À Chastre, un compostage collectif est en place depuis avril. Les premières observations sont encourageantes: les habitants suivent les recommandations d’utilisation à la lettre. Ils devraient obtenir un terreau prêt à semer d’ici trois mois.
Les projets de compostage collectifs germent dans nos communes. Si l'initiative lancée dans le quartier du Bia Bouquet à Walhain début juillet fait ses premiers pas, une autre est déjà sur pied à Chastre depuis le 27 avril. En trois mois, les habitants du quartier ont pu collecter pas moins de 120 kg de matière organique. Mélangés à un broyat de branches, ces déchets doivent aujourd’hui être retournés pour faciliter leur décomposition.

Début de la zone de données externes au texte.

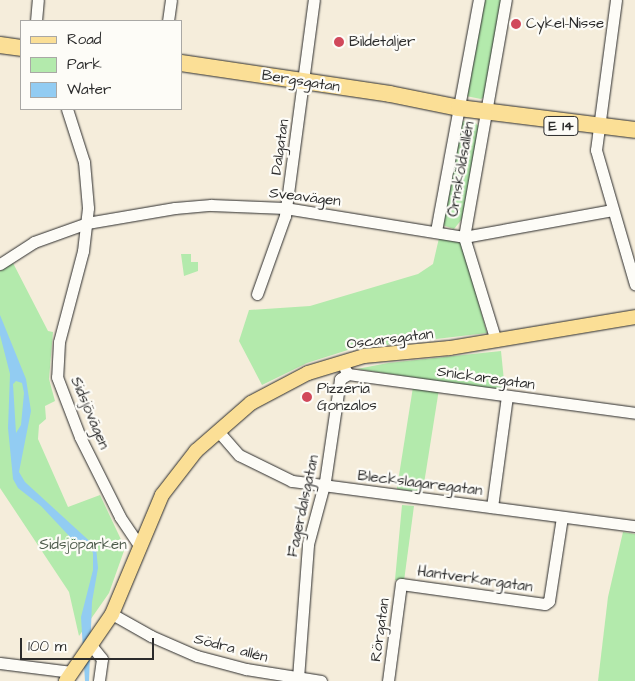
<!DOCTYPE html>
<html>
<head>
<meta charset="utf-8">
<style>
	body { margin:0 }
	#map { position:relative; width:635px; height:681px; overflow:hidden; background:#f5eddb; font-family:"Architects Daughter",sans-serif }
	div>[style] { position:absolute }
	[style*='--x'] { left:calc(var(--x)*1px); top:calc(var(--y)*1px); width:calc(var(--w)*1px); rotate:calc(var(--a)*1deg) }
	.green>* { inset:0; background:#b3eaac; transform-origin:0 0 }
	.water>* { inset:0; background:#92ccf2 }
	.roads { filter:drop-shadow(0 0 1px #2b2b2b) drop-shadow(0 0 1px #2b2b2b) }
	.minor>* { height:11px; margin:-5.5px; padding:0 5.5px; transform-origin:5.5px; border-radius:5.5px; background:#fdfcf7 }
	.major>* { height:14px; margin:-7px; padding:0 7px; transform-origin:7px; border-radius:7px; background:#fbdf96 }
	.highway>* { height:16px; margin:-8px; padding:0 8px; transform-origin:8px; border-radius:8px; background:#fbdf96 }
	.dots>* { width:14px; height:14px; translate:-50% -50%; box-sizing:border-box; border:2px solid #fdfcf7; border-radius:50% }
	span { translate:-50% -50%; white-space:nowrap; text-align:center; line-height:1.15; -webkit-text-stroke:4.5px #fdfcf7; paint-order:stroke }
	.shield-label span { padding:1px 4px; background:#fdfcf7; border:1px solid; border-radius:4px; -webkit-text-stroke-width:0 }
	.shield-label { font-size:14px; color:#2b2b2b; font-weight:700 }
	.poi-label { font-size:15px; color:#2b2b2b }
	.left { translate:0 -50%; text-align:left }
	.street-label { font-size:15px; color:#2b2b2b }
	.park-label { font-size:15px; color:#4d5b4b }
	.legend { position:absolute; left:20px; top:20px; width:162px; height:90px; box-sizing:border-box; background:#fdfcf7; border:1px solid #a9a8a5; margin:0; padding:6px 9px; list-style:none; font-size:15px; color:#2b2b2b }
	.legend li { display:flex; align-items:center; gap:10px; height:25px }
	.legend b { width:25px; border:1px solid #a9a8a5 }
	.scale { position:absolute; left:20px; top:638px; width:134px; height:22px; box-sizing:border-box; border:2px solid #2b2b2b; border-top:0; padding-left:6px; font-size:15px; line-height:18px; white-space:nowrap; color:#2b2b2b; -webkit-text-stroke:4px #fdfcf7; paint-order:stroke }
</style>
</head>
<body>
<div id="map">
	<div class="green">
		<div style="clip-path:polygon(483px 0,502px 0,484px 97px,481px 99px,466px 96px)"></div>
		<div style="clip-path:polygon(461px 121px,475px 122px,479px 127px,462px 219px,454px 229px,442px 225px)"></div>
		<div style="clip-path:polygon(439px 238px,462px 243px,487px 333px,351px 349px,307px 363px,262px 385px,239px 341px,249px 310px,310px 306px,418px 274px,433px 264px)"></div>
		<div style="clip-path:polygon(181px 254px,191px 254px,191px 262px,198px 262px,198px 271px,184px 276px)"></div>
		<div style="clip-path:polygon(13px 263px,48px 331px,53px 332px,49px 379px,55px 401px,45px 406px,46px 419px,39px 425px,38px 439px,68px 507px,100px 495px,125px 548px,109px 593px,79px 636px,69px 592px,0 488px,0 271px)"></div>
		<div style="clip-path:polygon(501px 351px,505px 391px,357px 369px,388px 363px)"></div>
		<div style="left:413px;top:387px;width:26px;height:103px;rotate:9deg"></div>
		<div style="clip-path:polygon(402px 505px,414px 506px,404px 581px,395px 580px)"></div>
		<div style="clip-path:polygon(623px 532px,635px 534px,635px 681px,598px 681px,608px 597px)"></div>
	</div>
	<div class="water">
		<div style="clip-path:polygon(evenodd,0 315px,26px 379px,31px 411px,19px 472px,25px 482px,96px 547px,98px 568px,92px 602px,89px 681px,85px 681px,81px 617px,93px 570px,93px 553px,89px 545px,71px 538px,41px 506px,18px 488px,13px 479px,8px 428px,10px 374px,0 335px,0 315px,16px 381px,22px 383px,24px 393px,21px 425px,16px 433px,13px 384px,16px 381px)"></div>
	</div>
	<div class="roads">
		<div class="minor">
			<div style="--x:616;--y:0;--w:151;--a:97.6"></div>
			<div style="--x:596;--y:150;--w:140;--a:73.8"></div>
			<div style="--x:36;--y:21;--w:21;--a:-85"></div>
			<div style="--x:168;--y:21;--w:21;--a:-82"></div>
			<div style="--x:67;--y:109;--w:56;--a:72.2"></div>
			<div style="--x:84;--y:162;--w:46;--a:85"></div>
			<div style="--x:88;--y:208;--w:43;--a:96.6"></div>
			<div style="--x:83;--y:251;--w:94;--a:104.8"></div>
			<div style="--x:59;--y:342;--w:35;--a:93"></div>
			<div style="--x:57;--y:377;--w:64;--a:69"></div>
			<div style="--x:80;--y:437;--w:89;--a:63.4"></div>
			<div style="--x:120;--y:517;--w:36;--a:56"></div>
			<div style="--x:436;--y:231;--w:235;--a:-79.5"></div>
			<div style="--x:0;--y:264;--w:40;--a:-32.9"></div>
			<div style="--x:34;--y:242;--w:56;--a:-19.7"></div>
			<div style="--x:87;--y:223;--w:89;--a:-9.7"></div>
			<div style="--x:175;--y:208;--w:36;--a:-5"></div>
			<div style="--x:211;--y:205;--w:74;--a:2.3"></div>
			<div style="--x:285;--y:208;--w:181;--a:9.2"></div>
			<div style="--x:464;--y:237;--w:151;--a:-10.3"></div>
			<div style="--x:257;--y:294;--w:83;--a:-70.3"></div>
			<div style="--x:285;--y:216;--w:218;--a:-82.4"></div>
			<div style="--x:496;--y:341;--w:109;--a:-107.1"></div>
			<div style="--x:464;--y:237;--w:241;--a:-80"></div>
			<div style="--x:345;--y:369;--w:6;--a:59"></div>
			<div style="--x:348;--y:374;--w:290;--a:7.7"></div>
			<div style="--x:218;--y:431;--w:32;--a:49"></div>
			<div style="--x:239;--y:455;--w:59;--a:26.1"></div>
			<div style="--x:292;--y:481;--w:346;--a:7.5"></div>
			<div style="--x:492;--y:507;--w:112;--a:-82.3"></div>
			<div style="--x:112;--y:614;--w:45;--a:29.4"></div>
			<div style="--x:151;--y:636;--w:50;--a:23.5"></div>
			<div style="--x:197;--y:656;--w:51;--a:14.9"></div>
			<div style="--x:246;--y:669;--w:76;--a:9.1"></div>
			<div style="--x:90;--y:644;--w:19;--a:51"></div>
			<div style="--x:102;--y:659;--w:22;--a:98"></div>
			<div style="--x:0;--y:663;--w:72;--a:7.2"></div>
			<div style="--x:298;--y:678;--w:134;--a:-85.7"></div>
			<div style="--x:308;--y:544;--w:65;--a:-74.9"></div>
			<div style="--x:325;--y:481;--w:103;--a:-81.6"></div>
			<div style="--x:340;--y:379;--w:9;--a:-32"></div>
			<div style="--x:388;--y:681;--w:98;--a:-82.4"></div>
			<div style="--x:401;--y:584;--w:145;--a:7.9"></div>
			<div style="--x:545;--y:604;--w:5;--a:-37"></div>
			<div style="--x:549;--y:601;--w:85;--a:-81.2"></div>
		</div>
		<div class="major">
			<div style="--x:66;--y:681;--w:81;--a:-55.5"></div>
			<div style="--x:112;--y:614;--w:129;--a:-67.2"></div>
			<div style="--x:162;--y:495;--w:56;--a:-52.3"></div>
			<div style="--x:196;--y:451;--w:73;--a:-41.1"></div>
			<div style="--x:251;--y:403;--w:64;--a:-27.8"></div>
			<div style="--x:308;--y:373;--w:59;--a:-16.9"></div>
			<div style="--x:364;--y:356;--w:86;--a:-5.3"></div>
			<div style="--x:450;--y:348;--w:188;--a:-9.5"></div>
		</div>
		<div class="highway">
			<div style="--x:0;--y:45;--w:21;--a:8"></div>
			<div style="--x:181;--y:63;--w:211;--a:8.4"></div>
			<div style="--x:390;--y:94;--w:70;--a:11.5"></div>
			<div style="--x:459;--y:108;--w:177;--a:7.1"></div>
		</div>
	</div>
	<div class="dots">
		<div style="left:516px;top:24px;background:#d1495b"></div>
		<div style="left:339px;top:42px;background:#d1495b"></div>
		<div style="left:307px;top:397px;background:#d1495b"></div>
	</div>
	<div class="shield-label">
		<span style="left:561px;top:126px">E 14</span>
	</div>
	<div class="poi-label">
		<span class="left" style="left:526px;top:24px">Cykel-Nisse</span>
		<span class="left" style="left:349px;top:42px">Bildetaljer</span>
		<span class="left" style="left:317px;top:397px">Pizzeria<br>Gonzalos</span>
	</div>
	<div class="street-label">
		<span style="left:301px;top:81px;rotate:9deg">Bergsgatan</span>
		<span style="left:280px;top:147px;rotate:-82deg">Dalgatan</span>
		<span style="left:461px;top:169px;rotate:-80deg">Örnsköldsallén</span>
		<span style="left:305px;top:197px;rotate:7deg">Sveavägen</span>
		<span style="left:390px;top:339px;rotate:-7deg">Oscarsgatan</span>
		<span style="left:486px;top:378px;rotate:8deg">Snickaregatan</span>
		<span style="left:90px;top:413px;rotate:67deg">Sidsjövägen</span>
		<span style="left:420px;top:483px;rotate:7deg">Bleckslagaregatan</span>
		<span style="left:303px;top:506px;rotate:-78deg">Fagerdalsgatan</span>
		<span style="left:475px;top:579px;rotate:8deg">Hantverkargatan</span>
		<span style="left:380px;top:630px;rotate:-82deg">Rörgatan</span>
		<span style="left:231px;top:648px;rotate:15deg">Södra allén</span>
	</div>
	<div class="park-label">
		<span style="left:83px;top:545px">Sidsjöparken</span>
	</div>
	<ul class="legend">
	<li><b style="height:6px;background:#fbdf96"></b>Road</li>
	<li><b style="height:14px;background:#b3eaac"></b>Park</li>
	<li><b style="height:14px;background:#92ccf2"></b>Water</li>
	</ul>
	<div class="scale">100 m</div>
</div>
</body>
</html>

"On commence toujours avec un bac d’apport. Et quand il est plein, il convient de le retourner pour mettre de l’air, réactualiser le taux d’humidité et faire de la place aux nouveaux déchets", explique Jean-Marie Savino, facilitateur sur les projets de compostage collectif en région wallonne (ASBL Éco Circulaire). "Et donc, on bascule le compost en décomposition dans un bac de maturation, plus ou moins après trois mois."

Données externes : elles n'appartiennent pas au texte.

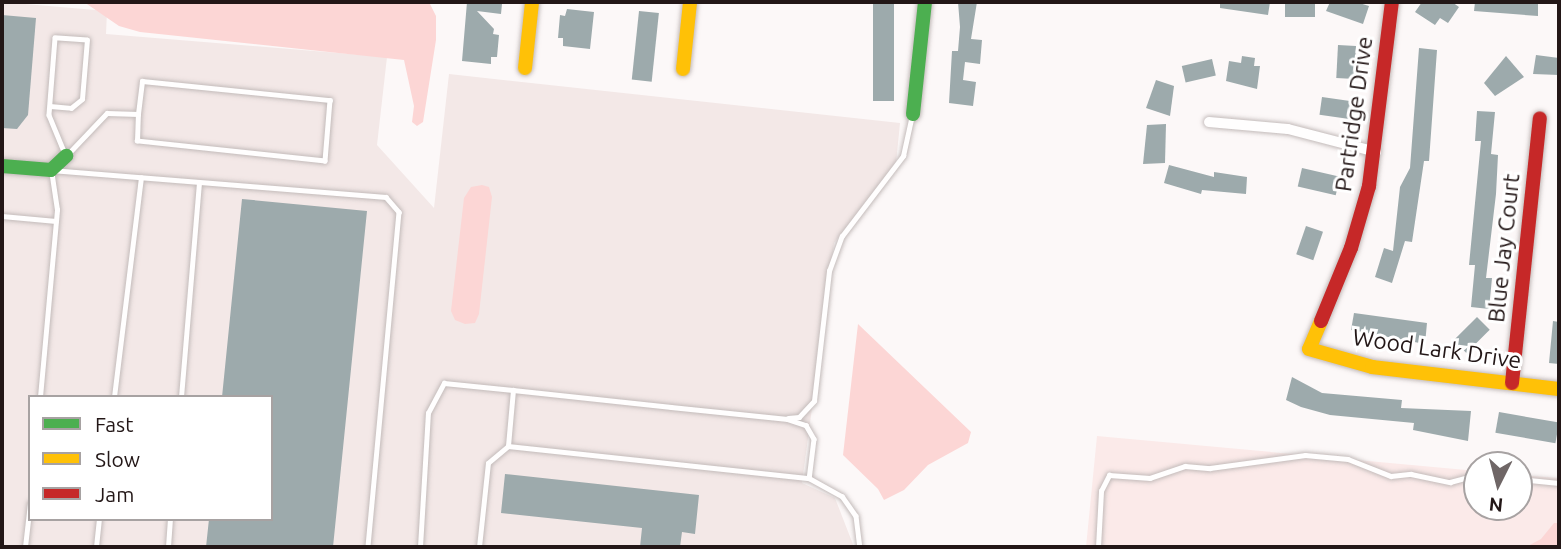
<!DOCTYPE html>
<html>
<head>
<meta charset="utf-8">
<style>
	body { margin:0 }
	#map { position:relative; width:1561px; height:549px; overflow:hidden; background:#fcf8f8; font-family:Ubuntu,sans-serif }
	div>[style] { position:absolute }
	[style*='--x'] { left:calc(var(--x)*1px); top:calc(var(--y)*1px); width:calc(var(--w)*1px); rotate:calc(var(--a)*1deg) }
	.built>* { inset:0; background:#f3e8e7 }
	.green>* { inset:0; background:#fbeae9 }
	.water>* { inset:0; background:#fcd6d5 }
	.building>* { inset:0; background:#9daaac; transform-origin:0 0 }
	.roads { filter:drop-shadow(0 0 2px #c3bbba) drop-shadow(0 0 2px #c3bbba) }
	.lane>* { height:4.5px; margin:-2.25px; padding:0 2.25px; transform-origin:2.25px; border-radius:2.25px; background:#fffefe }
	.street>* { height:10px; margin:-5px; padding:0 5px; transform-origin:5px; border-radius:5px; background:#fffefe }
	.fast>* { height:14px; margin:-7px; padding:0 7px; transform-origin:7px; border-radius:7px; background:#4caf50 }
	.slow>* { height:14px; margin:-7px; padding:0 7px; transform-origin:7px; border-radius:7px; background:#ffc107 }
	.jam>* { height:14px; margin:-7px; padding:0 7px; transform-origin:7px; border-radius:7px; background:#c62828 }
	span { translate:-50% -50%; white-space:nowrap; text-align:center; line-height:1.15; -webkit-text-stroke:6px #fff; paint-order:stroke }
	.street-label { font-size:23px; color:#231717 }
	.frame { position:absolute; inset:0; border:4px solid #231717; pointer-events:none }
	.legend { position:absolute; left:28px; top:395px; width:245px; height:126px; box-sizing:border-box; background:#fff; border:2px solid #a7a2a2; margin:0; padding:9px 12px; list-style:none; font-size:21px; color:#231717 }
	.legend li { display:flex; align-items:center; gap:14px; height:35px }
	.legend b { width:35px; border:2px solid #a7a2a2 }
	.north { position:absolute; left:1463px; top:451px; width:70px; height:70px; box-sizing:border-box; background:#fff; border:2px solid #a7a2a2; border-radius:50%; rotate:186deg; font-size:19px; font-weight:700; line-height:28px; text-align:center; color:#231717 }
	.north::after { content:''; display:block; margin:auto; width:24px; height:32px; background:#6f6666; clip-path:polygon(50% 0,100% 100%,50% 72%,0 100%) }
</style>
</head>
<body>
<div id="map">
	<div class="built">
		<div style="clip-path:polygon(evenodd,2px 2px,107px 11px,106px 34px,387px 57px,377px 145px,434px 208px,449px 74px,900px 123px,896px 163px,834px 243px,802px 483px,835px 498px,854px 547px,2px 547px,2px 2px,30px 397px,271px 397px,271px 519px,30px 519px,30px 397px)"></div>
	</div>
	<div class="green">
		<div style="clip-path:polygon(1097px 436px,1477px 471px,1477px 507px,1519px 507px,1519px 475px,1559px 478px,1559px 547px,1086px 547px)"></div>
	</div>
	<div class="water">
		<div style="clip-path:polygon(84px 2px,429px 2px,436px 16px,436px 40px,423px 122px,417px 126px,412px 122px,414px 106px,404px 60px,140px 32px,119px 26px)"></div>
		<div style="clip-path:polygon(482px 185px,489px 187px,492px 197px,479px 314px,475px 323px,465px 324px,455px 320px,451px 311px,464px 198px,471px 187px)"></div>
		<div style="clip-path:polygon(858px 324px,971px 432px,968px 443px,928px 465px,904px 490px,884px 500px,878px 489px,843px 455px)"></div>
		<div style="clip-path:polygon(1554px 523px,1559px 523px,1559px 547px,1526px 547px,1541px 539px)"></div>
	</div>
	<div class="building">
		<div style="clip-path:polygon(467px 2px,502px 4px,501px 14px,477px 11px,494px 29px,493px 34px,499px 35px,497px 57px,491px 57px,491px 64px,462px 61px)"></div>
		<div style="left:873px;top:2px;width:21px;height:99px"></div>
		<div style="clip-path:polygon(958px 2px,977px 2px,971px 39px,982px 40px,980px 64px,965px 62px,963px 80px,976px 82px,973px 106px,949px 103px,952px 51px,958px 51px,960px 27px)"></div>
		<div style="clip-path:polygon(1220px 2px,1270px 2px,1268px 15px,1220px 8px)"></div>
		<div style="left:1285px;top:2px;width:30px;height:15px"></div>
		<div style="clip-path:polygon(1330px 2px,1356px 2px,1369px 6px,1363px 24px,1326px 11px)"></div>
		<div style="clip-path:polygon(1422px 2px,1452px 2px,1459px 7px,1448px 23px,1440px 18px,1435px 25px,1415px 12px)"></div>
		<div style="clip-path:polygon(1475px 2px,1538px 2px,1538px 16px,1474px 11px)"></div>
		<div style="clip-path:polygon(567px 9px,594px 12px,590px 49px,563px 46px,563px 38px,558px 38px,560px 15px,565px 16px)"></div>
		<div style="left:639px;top:11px;width:20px;height:69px;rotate:6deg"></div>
		<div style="clip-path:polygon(2px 15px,36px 18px,28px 115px,17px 129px,2px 128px)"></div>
		<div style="left:1338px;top:45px;width:18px;height:33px;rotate:3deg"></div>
		<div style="clip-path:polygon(1419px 48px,1437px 50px,1429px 161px,1424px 161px,1412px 242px,1405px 241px,1392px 283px,1375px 277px,1384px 248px,1393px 251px,1400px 187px,1410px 168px)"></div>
		<div style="clip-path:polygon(1536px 55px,1559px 58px,1559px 75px,1533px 74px)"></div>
		<div style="clip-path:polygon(1242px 56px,1255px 58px,1254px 66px,1260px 66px,1257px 89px,1226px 81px,1229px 61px,1241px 63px)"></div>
		<div style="clip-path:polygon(1506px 56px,1524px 77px,1495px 96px,1484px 83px)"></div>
		<div style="left:1212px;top:59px;width:17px;height:31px;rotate:77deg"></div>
		<div style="clip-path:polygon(1156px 80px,1174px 86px,1170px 116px,1146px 108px)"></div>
		<div style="left:1322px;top:97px;width:30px;height:18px;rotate:8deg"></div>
		<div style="clip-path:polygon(1477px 111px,1495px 112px,1491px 154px,1498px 155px,1496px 194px,1486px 278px,1492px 278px,1489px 309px,1471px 307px,1475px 265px,1469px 265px,1481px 141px,1475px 141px)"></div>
		<div style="clip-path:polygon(1166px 124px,1165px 163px,1143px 164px,1147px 125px)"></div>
		<div style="clip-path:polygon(1169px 165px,1214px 177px,1214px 172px,1247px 177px,1246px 194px,1202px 190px,1201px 194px,1164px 183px)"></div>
		<div style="left:1302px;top:168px;width:39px;height:19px;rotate:13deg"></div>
		<div style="clip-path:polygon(242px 199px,367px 211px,333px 547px,206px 547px,209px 519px,271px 519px,271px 397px,222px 397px)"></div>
		<div style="left:1306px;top:226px;width:18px;height:30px;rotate:19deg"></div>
		<div style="clip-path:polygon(1354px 313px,1427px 323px,1425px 344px,1351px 330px)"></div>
		<div style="left:1477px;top:317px;width:18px;height:33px;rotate:45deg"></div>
		<div style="clip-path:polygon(1553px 321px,1559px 322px,1559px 364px,1549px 363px)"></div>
		<div style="clip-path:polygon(1292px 377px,1322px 393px,1402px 400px,1401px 408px,1471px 411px,1468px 441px,1413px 430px,1414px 423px,1330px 415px,1301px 407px,1286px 400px)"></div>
		<div style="left:1499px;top:412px;width:61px;height:21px;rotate:10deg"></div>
		<div style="clip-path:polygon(505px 474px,699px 495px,695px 534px,682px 532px,680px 547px,640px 547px,642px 528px,501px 513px)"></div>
	</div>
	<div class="roads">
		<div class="lane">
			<div style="--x:50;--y:106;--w:21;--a:5"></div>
			<div style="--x:71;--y:108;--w:14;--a:-39"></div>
			<div style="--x:82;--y:99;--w:59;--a:-85.2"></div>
			<div style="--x:87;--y:40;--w:32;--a:-176"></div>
			<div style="--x:55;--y:38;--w:77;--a:94.5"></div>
			<div style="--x:49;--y:115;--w:44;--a:67.5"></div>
			<div style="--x:66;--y:156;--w:59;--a:-46.4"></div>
			<div style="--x:107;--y:113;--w:31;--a:2"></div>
			<div style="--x:138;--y:114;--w:33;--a:-83"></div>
			<div style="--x:142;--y:81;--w:189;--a:5.8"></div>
			<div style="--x:330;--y:100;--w:61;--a:94.7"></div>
			<div style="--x:325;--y:161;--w:189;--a:-173.9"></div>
			<div style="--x:137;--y:141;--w:27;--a:-88"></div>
			<div style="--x:2;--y:216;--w:54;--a:5.3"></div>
			<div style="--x:40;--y:397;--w:188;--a:-84.8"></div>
			<div style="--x:57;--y:210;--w:40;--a:-98.5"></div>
			<div style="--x:51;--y:170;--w:336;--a:4.6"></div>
			<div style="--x:386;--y:197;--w:20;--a:49"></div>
			<div style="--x:399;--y:212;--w:336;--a:95.3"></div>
			<div style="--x:114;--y:397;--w:221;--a:-83"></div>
			<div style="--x:181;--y:397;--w:215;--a:-85.2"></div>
			<div style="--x:788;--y:418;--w:11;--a:-5"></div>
			<div style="--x:799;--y:417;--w:22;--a:-47"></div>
			<div style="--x:814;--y:401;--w:131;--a:-83.4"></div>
			<div style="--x:829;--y:271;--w:37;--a:-70"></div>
			<div style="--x:842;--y:236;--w:101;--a:-52.7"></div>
			<div style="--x:903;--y:156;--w:42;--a:-77.6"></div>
			<div style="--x:508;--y:446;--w:56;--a:-84.9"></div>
			<div style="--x:513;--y:390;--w:159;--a:6.1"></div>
			<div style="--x:671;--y:407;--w:117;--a:5.9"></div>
			<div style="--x:787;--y:419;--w:20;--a:18"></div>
			<div style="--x:806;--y:425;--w:16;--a:60"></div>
			<div style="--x:814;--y:439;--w:39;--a:97"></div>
			<div style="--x:1519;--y:479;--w:40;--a:5.7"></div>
			<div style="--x:25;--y:547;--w:44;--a:-83.5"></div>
			<div style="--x:96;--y:547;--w:28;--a:-84"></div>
			<div style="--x:168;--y:547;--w:28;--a:-86"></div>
			<div style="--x:420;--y:547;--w:134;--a:-86.6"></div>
			<div style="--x:428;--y:413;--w:34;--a:-62"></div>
			<div style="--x:444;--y:383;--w:69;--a:5.8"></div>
			<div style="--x:479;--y:547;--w:84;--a:-83.9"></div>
			<div style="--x:488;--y:463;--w:26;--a:-40"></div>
			<div style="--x:508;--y:446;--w:303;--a:6.1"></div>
			<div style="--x:809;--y:478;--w:38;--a:29"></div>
			<div style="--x:842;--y:496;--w:24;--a:55"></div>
			<div style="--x:856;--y:516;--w:31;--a:83"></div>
			<div style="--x:1098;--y:547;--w:56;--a:-86.9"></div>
			<div style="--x:1101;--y:491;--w:18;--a:-63"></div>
			<div style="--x:1109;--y:475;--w:41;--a:4.2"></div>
			<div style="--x:1150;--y:478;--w:37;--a:-19"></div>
			<div style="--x:1185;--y:466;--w:25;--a:5"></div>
			<div style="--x:1210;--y:468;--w:96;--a:-7.8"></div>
			<div style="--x:1305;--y:455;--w:43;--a:5.3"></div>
			<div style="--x:1348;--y:459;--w:46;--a:21.6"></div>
			<div style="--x:1391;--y:476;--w:20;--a:-6"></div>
			<div style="--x:1411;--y:474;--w:40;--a:12"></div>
			<div style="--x:1450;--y:482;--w:28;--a:-15"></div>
		</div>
		<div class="street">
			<div style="--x:1209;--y:122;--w:79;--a:5.1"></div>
			<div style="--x:1288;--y:129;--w:91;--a:14.6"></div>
		</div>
		<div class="fast">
			<div style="--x:913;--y:114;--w:113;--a:-83.9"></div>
			<div style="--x:2;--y:166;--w:49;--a:4.7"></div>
			<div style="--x:51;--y:170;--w:21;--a:-43"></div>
		</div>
		<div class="slow">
			<div style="--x:525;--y:68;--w:66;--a:-83.9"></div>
			<div style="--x:683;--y:69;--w:67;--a:-84"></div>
			<div style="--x:1321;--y:321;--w:30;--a:113"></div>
			<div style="--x:1309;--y:349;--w:66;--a:15.9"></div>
			<div style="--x:1372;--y:367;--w:188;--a:6.7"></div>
		</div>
		<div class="jam">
			<div style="--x:1321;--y:321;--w:79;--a:-67.7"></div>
			<div style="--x:1351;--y:248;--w:65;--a:-73.8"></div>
			<div style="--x:1369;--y:186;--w:185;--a:-82.9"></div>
			<div style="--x:1512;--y:383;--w:266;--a:-84"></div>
		</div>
	</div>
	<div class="street-label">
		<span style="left:1354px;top:114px;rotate:-82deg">Partridge Drive</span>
		<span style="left:1504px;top:248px;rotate:-84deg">Blue Jay Court</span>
		<span style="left:1437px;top:349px;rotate:8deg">Wood Lark Drive</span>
	</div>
	<div class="frame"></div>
	<ul class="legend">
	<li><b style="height:9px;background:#4caf50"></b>Fast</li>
	<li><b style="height:9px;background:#ffc107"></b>Slow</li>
	<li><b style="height:9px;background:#c62828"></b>Jam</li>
	</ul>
	<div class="north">N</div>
</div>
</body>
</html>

Un compost qui ne connait pas les odeurs
Après inspection, le mélange de déchets en décomposition transféré du bac d’apport au bac de maturation est bien homogène. Il ne dégage aucune odeur. De quoi réjouir les acteurs impliqués.
"J’ai l’impression que ça sent comme dans les bois. Je suis surprise, parce que le projet n’est fonctionnel que depuis trois mois. On pensait qu’il y aurait plus d’odeurs que ça", confie Isabelle Delmelle, co-référente du projet de compostage dans le quartier du Bia Bouquet à Walhain. Elle est venue observer les progrès chez ses collègues de Chastre.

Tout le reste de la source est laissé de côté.